Quand elle étudiait l’horticulture en Louisiane au début des années 80, Phyllis Meole savait déjà qu’elle voulait « rapprocher les plantes et les gens pour affecter leur vie. » Un de ses professeurs lui parle de l’hortithérapie et c’est la révélation. « Il n’y avait pas Internet. J’ai trouvé une référence à une conférence au Texas et j’y suis allée. Comme ce n’était pas une possibilité de transférer à Kansas State [une université qui offre un master en hortithérapie depuis 1971, ndlr], j’ai pris tous les cours exigés par l’American Horticultural Therapy Association en psychologie et en sciences sociales. » L’AHTA exige un stage supervisé par un professionnel déjà certifié. Le mentor de Phyllis se trouve à Denver dans le Colorado à des milliers de kilomètres et les échanges se font par téléphone !
Une fois diplômée, Phyllis n’a aucun mal à trouver du travail. « Dans les années 80, il y avait beaucoup d’argent ce qui fait toute la différence. J’ai proposé un programme à un centre de jour pour adultes dans l’hôpital de ma ville qui m’a embauchée un jour par semaine. Je travaillais aussi deux jours par semaine dans une maison de retraite, plus dans un autre centre de jour pour personnes âgées », se souvient Phyllis. Voici 16 ans, elle déménage pour s’installer à Wilmington en Caroline du nord où elle rencontre une autre membre de l’AHTA qui l’introduit dans l’hôpital psychiatrique où elle travaille. Phyllis apprend à travailler avec les patients hospitalisés. Mais ce contact précieux va bientôt lui ouvrir une porte encore plus prometteuse : la possibilité de créer un jardin public conçu pour offrir des activités d’hortithérapie à des publics variés.
Car Wilmington possède son Arboretum et l’amie de Phyllis fait partie du conseil d’administration…« On trouvait qu’il était quand même ironique qu’il faille être hospitalisé pour pouvoir profiter des bienfaits de l’hortithérapie. Nous sommes allées voir ce qui se faisait au Buehler Enabling Garden du Chicago Botanic Garden où nous avons rencontré Gene Rothert. » (Vous trouverez ici très bientôt une interview avec Amelia Simmons Hurt qui dirige les programmes de formation continue en hortithérapie au Chicago Botanic Garden).Il y a 13 ans, le Ability Garden voit le jour au sein de l’Arboretum du comté de New Hanover sous l’étiquette de « Cooperative Extension Service » en lien avec North Carolina State University et A&T State University. Présent dans tous les états, les « Cooperative Extension Service » sont des émanations du USDA, le ministère de l’agriculture américain, gérées par des universités qui ont un département en agriculture.
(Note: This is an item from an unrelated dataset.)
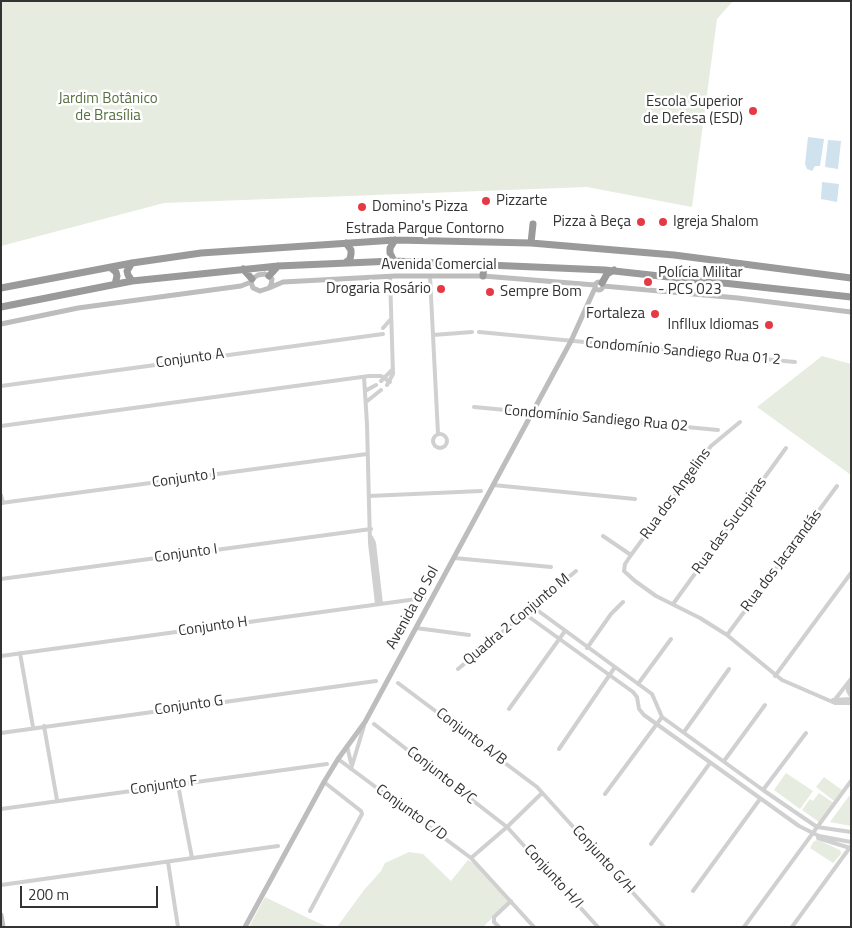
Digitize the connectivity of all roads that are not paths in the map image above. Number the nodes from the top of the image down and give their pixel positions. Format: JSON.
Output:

Ils offrent des programmes non diplômant au grand public dans les domaines du jardinage, de la nourriture, de l’environnement,….
Le Ability Garden accueille, gratuitement, les écoles de la région pour des programmes d’hortithérapie. Mais pas que. « Il n’y a pas de limites aux populations que nous pouvons accueillir. Si nous décidions de faire un programme pour les vétérans qui retournent à la vie civile, ce serait tout à fait possible. Ce serait d’ailleurs très réaliste car il y a beaucoup d’installations militaires par ici. » Pour l’heure, le jardin est essentiellement au service d’enfants et d’adultes souffrant de handicaps physiques ou de développement, d’enfants « à risque » (abus sexuels, troubles du comportement) et de personnes âgées souffrant de démences ou de problèmes liés à l’âge. Le jardin de Phyllis accueille aussi des gens atteints de maladies mentales chroniques qui sont suivis hors de l’hôpital psychiatrique. Phyllis a également organisé des activités pour des patients atteints de dégénérescence maculaire « pour qu’ils apprennent comment continuer à jardiner quand ils perdent la vue. »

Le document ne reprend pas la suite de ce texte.